記号化する貨幣
給料が銀行振り込みになる前の時代、お父さんには威厳がありました。
給料日には封筒に入った給料を持って帰ってきました。お父さん自身も、お金が入っている給料袋を見て、俺が頑張って稼いだお金だ、と感慨に耽りました。お母さんも子供たちも、お父さんが一家の大黒柱だ、と尊敬しました。お金を稼ぐということの大変さやお金の大切さを、子供たちは学ぶことができました。
現代では、給料日になれば自分の銀行口座に振り込まれます。子供たちのために、と日夜頑張るお父さんやお母さんの威厳は薄まり、「旦那元気で留守がいい」というフレーズまで耳にすることがあります。
買い物のときも、現金払いであれば硬貨や紙幣を触ることで、その多寡を実感することができます。
が、現代ではクレジットカードなどを使って買い物をすることができます。
自動販売機の前で小銭が足りないことに気づき、紙幣を崩すのをためらって、ジュースを飲むことを我慢する……。なんてことも、キャッシュレス決済のおかげでなくなってきたのではないでしょうか。
交換の手段として生まれたお金は、価値の基準となることで人と人との関係を希薄にし、人に自由という恩恵を授けました。そのお金が目的に即して、ただの記号となることで、お金自体も人のしがらみからの自由を獲得したように見えます。
お金が記号化することは、人がお金を使うことへのハードルを下げ、躊躇する暇を減らしました。そうすることでお金は、経済の潤滑油としての純度を上げたように思います。
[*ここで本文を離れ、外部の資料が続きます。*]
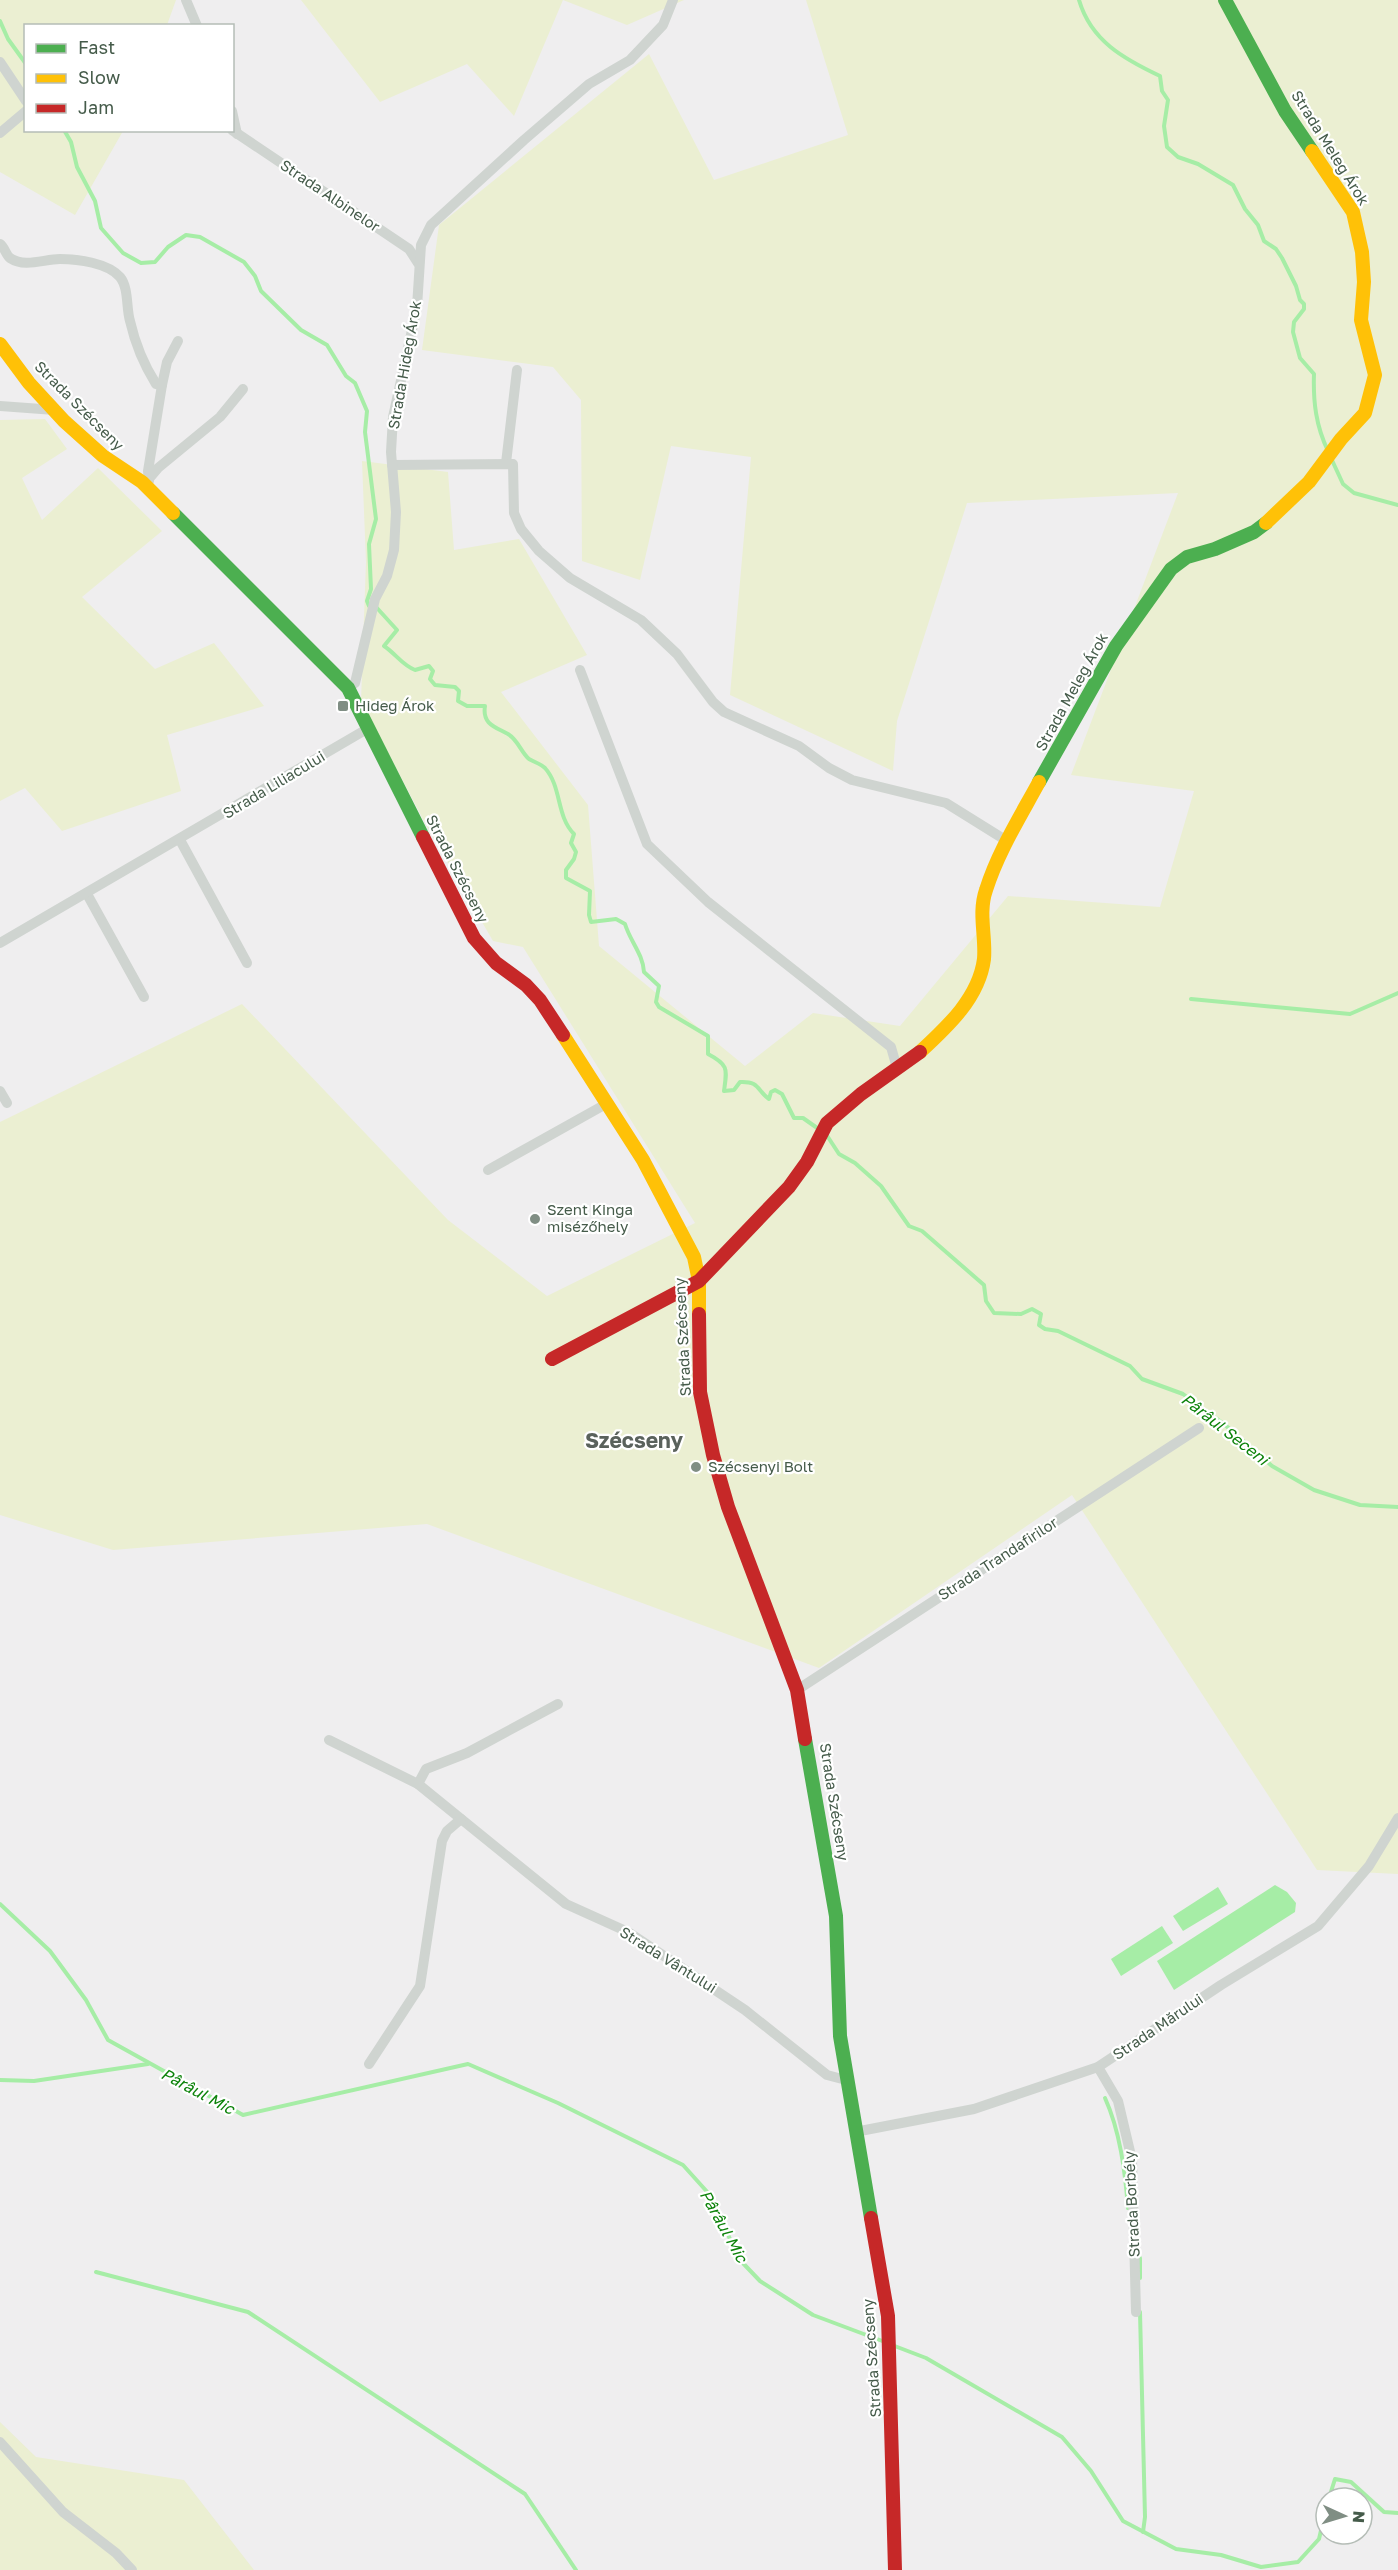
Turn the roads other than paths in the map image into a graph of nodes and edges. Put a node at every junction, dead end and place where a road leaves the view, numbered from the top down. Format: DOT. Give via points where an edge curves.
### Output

皆さんはお金を使っているつもりでいますが、もしかしてお金に使われていませんか?
前章で為替の話を出しましたが、少し補足しておきます。ある国や地域で商取引の媒介として硬貨が生まれた際に、その国や地域の中では金属の価値が同じであることが前提条件としてあります。この金属の価値は国や地域によって異なります。
銀をいっぱい保有している国や地域にとっては銀の価値はそれほど高くありません。そこで、国や地域の間で交換レートを決めます。これがすなわち為替レートです。